▼▼▼
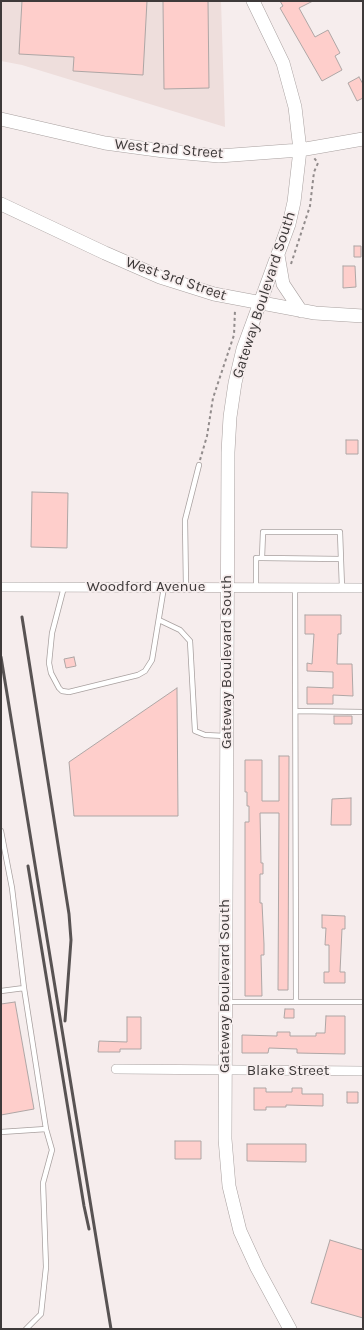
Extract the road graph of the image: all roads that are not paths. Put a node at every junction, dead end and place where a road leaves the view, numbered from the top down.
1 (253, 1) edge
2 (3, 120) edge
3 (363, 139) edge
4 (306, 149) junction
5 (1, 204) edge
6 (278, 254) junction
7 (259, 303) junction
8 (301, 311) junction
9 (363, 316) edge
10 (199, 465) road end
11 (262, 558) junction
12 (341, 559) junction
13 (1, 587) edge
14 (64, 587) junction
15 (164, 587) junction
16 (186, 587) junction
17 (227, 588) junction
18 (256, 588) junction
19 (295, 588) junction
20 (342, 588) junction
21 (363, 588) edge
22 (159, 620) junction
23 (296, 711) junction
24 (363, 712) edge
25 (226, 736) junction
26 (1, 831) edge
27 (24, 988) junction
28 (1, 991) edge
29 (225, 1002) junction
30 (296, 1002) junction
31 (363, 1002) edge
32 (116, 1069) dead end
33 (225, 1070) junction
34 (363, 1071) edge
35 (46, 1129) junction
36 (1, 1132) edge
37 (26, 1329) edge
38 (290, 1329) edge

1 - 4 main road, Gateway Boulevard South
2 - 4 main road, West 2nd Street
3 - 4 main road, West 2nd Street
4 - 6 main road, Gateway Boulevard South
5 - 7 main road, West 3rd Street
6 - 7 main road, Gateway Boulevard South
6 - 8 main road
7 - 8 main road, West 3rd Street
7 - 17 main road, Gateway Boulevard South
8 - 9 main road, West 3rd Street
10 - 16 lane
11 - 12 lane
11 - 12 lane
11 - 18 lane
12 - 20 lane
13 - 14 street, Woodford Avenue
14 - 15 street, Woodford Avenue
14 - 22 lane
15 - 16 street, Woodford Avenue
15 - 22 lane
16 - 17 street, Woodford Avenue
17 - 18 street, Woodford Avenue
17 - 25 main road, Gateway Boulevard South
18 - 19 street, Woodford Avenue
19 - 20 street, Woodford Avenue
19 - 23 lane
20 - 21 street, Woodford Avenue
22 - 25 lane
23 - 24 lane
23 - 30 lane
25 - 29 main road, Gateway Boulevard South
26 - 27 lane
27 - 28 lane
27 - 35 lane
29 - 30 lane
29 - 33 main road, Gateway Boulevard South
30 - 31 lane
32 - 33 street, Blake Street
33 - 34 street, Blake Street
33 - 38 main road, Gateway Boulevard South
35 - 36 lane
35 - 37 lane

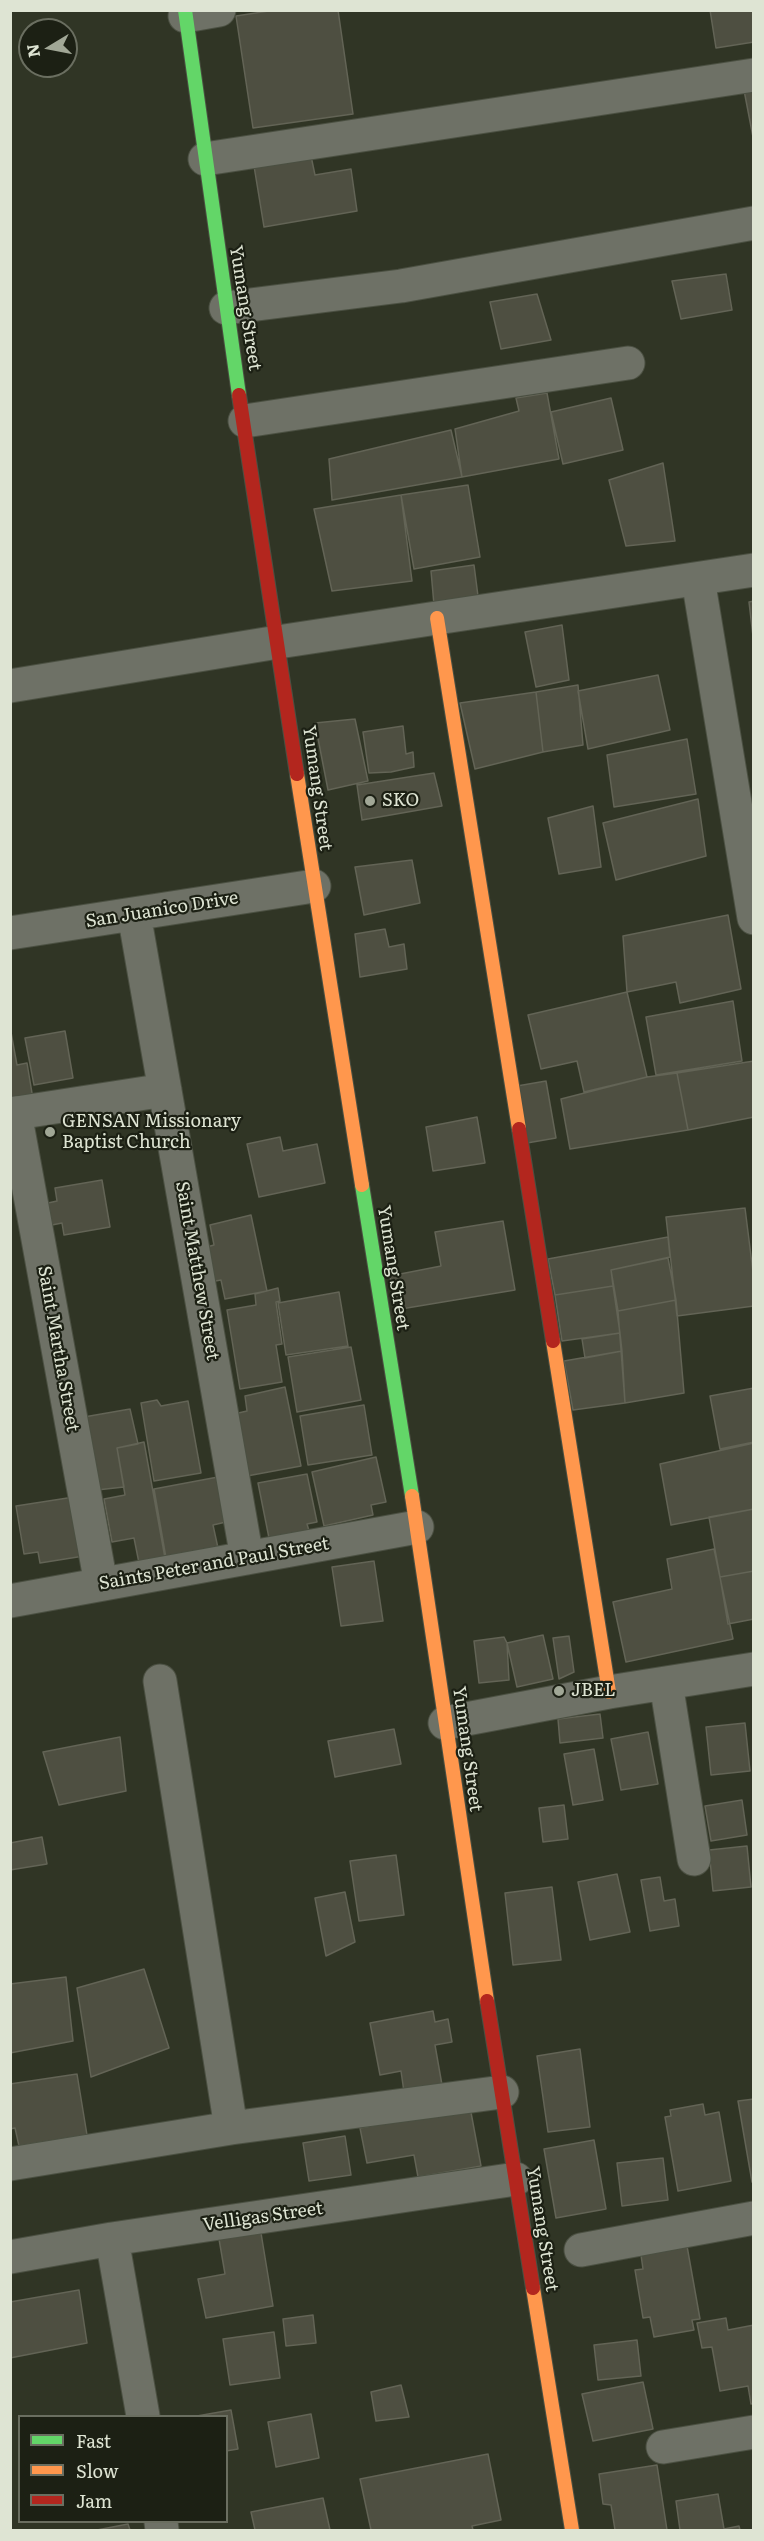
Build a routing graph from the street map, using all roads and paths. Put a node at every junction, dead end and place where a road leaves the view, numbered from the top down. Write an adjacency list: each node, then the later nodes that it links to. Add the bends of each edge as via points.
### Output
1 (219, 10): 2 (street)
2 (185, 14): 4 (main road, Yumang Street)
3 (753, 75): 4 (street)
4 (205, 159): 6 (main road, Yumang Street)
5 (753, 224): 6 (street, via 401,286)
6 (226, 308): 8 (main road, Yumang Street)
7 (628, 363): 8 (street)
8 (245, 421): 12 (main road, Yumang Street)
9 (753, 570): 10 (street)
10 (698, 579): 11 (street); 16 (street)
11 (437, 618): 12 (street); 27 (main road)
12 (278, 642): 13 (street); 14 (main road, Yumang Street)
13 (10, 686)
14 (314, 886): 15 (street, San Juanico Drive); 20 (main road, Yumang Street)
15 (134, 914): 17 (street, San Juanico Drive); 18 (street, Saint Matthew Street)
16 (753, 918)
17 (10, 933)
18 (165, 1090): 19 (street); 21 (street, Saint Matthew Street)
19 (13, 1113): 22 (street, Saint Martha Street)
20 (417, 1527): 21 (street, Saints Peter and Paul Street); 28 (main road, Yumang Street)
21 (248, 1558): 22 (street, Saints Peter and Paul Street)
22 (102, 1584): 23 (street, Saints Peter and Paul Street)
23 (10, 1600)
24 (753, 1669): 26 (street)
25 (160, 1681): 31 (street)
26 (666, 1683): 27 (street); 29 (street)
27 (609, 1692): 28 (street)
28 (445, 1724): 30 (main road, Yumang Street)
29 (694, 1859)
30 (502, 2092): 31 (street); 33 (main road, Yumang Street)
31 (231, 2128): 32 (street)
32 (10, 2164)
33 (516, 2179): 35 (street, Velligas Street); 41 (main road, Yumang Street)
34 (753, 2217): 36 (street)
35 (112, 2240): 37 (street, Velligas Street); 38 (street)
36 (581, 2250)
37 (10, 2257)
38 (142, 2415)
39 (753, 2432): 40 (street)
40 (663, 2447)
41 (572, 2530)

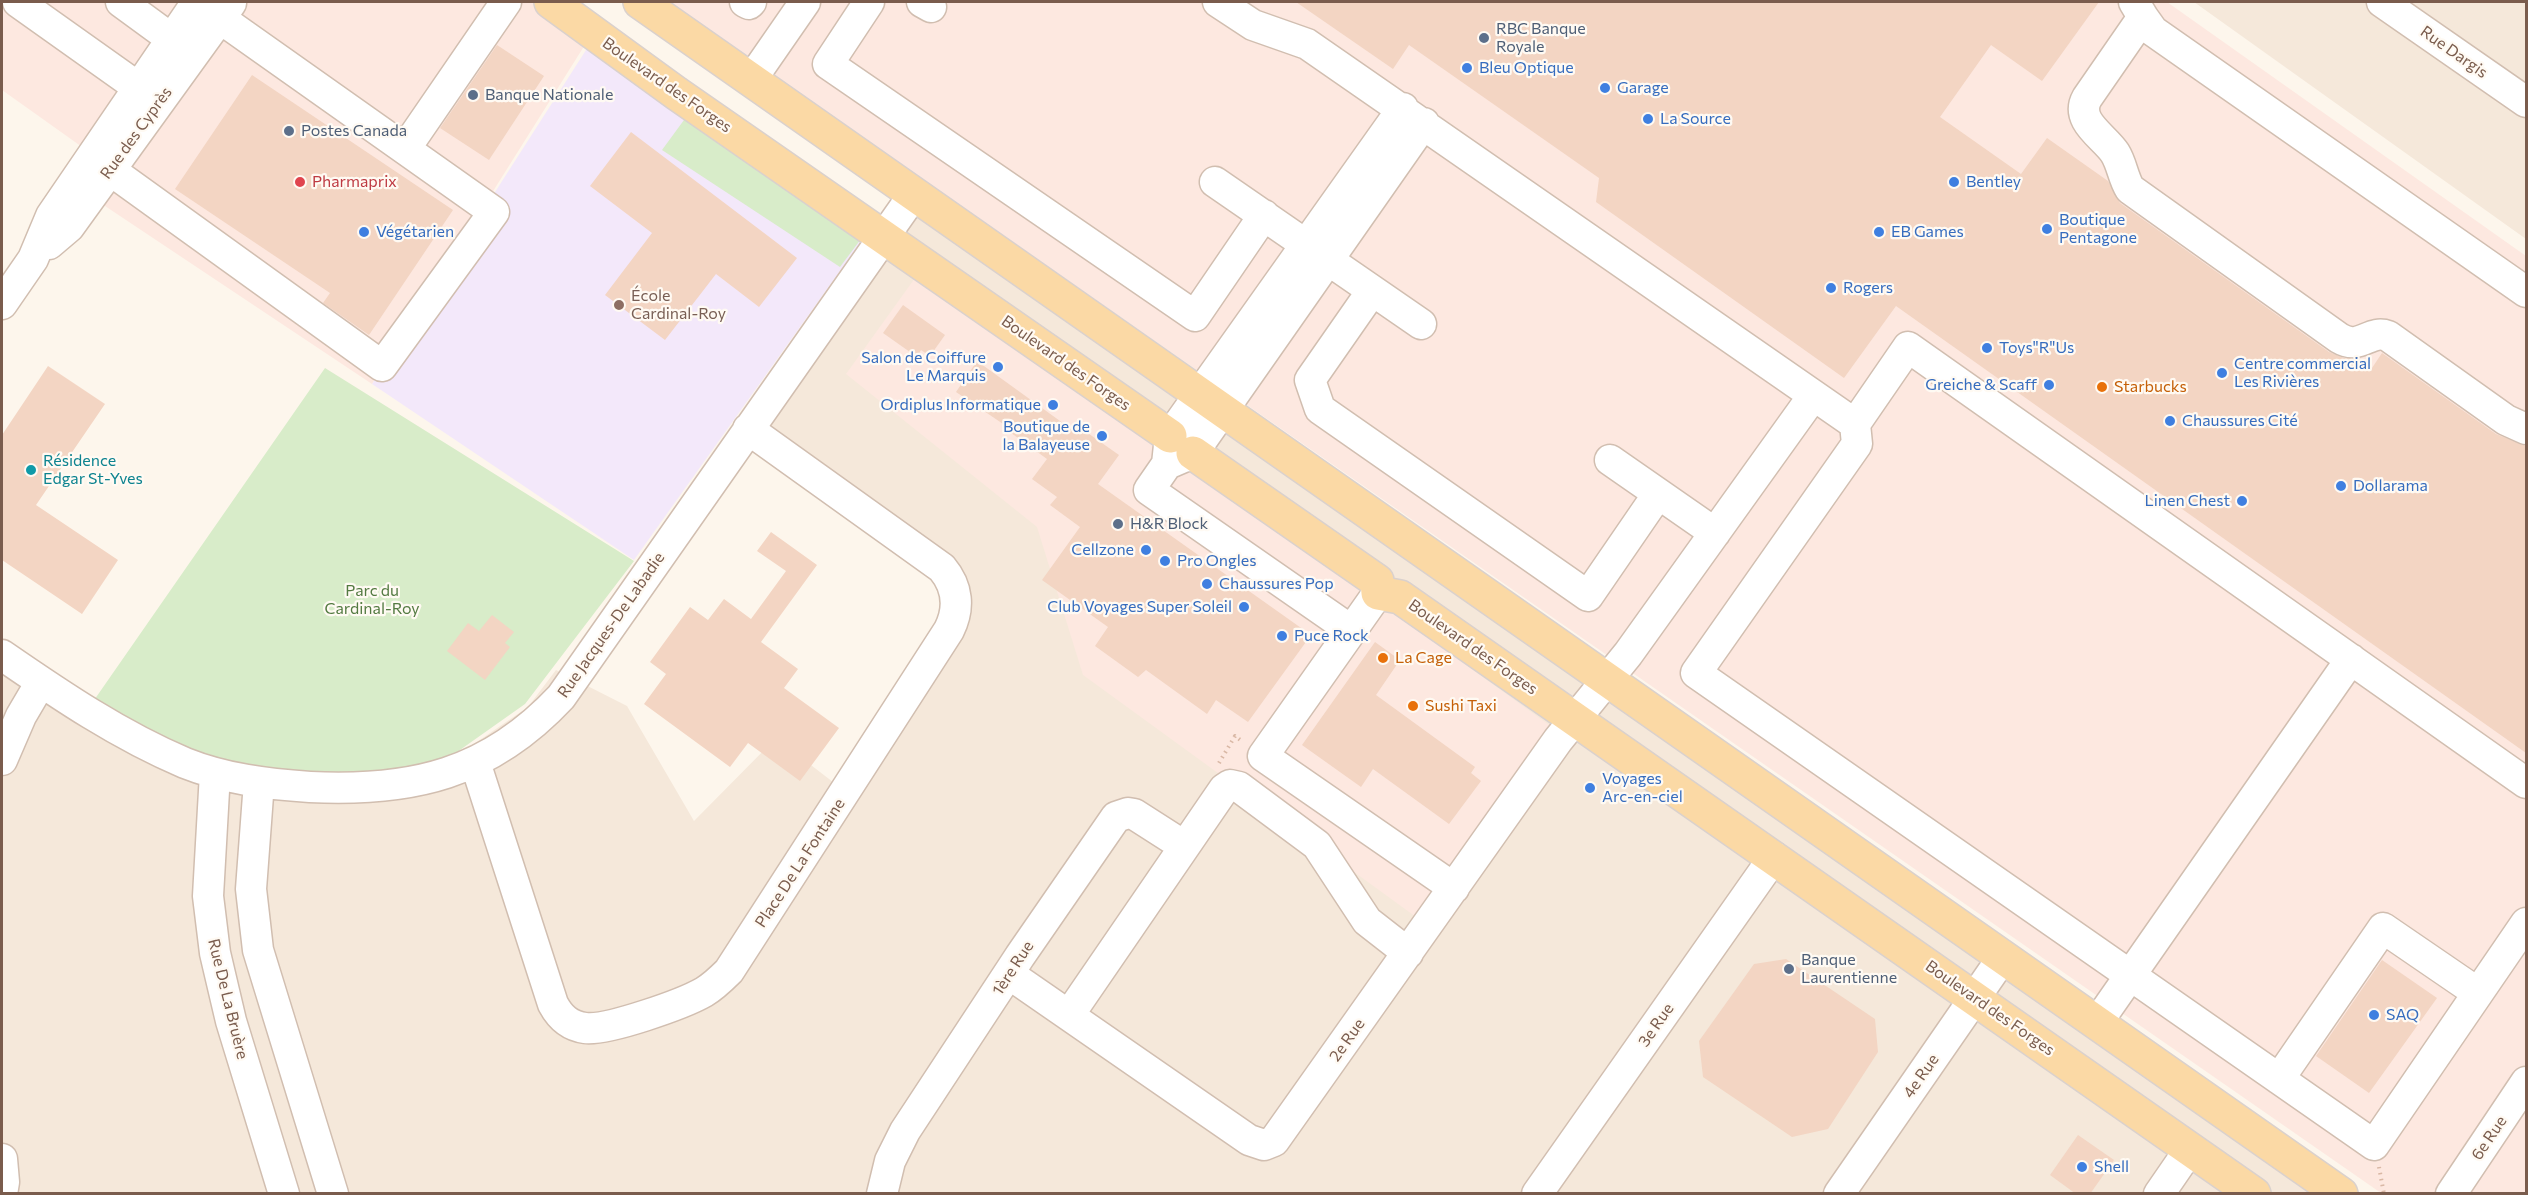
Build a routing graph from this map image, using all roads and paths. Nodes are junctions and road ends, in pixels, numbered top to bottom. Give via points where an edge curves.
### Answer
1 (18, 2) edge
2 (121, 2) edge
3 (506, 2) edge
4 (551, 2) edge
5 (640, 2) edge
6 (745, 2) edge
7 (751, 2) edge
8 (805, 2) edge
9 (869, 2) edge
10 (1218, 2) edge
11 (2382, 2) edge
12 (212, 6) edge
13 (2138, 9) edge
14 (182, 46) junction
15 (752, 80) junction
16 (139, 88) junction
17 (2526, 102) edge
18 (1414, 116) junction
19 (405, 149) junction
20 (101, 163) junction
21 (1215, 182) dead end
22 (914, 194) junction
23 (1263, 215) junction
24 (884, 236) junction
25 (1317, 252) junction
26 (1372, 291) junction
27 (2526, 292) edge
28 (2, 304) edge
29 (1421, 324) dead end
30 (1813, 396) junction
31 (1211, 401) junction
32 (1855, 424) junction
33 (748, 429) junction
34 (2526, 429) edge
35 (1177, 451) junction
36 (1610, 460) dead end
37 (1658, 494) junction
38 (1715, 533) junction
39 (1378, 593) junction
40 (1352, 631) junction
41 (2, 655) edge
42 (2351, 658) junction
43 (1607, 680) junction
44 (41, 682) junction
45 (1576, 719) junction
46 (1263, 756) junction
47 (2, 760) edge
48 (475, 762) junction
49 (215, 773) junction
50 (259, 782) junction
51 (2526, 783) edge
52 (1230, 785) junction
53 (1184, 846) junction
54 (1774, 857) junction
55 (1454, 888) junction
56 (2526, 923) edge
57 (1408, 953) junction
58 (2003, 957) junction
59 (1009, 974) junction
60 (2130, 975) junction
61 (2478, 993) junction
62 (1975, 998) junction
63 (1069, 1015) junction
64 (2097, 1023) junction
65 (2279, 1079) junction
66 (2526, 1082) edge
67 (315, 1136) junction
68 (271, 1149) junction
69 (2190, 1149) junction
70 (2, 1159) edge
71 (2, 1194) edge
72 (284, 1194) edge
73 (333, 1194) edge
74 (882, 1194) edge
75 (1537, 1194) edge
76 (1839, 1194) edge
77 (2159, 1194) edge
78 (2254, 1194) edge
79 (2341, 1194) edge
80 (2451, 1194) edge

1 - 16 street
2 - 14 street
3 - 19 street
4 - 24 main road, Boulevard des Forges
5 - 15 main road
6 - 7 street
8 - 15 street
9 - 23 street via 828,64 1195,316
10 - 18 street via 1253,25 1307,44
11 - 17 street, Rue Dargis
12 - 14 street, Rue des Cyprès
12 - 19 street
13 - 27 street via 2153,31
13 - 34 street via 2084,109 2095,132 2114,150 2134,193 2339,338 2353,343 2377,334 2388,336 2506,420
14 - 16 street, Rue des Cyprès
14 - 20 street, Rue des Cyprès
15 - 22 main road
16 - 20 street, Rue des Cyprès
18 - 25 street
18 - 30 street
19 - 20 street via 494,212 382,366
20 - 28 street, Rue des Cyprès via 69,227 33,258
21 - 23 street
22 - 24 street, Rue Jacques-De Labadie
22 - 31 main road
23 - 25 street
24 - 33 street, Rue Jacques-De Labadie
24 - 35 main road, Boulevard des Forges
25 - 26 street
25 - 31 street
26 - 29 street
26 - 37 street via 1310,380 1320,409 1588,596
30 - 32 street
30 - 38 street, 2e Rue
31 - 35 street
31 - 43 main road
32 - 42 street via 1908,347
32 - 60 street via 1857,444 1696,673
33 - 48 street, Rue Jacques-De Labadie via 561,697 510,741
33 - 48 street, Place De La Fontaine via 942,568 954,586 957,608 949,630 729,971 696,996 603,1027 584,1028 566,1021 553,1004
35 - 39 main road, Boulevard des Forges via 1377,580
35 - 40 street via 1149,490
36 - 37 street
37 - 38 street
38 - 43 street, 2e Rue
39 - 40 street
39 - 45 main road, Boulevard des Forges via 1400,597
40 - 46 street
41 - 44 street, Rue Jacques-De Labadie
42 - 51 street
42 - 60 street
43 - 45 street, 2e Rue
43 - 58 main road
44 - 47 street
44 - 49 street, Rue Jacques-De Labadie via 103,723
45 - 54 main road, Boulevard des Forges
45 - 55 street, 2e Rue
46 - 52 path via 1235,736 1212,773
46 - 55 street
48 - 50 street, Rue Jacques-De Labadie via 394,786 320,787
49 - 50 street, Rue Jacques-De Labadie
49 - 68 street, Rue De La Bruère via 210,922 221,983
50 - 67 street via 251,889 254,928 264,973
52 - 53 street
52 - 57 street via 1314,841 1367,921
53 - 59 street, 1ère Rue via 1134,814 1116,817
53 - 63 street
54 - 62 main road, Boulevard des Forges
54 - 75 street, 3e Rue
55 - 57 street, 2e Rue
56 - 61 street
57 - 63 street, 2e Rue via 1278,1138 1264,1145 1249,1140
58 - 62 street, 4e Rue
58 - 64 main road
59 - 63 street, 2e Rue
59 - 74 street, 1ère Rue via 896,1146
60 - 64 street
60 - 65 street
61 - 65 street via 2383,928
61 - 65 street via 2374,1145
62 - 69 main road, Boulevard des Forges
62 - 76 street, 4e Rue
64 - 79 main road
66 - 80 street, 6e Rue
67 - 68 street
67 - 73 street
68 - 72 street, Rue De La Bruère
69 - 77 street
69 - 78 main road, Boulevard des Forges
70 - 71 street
▲▲▲
### What the task asks
Go through the records. Copy each line where "every" appears.

### Exercise response
Extract the road graph of the image: all roads that are not paths. Put a node at every junction, dead end and place where a road leaves the view, numbered from the top down.
Build a routing graph from the street map, using all roads and paths. Put a node at every junction, dead end and place where a road leaves the view, numbered from the top down. Write an adjacency list: each node, then the later nodes that it links to. Add the bends of each edge as via points.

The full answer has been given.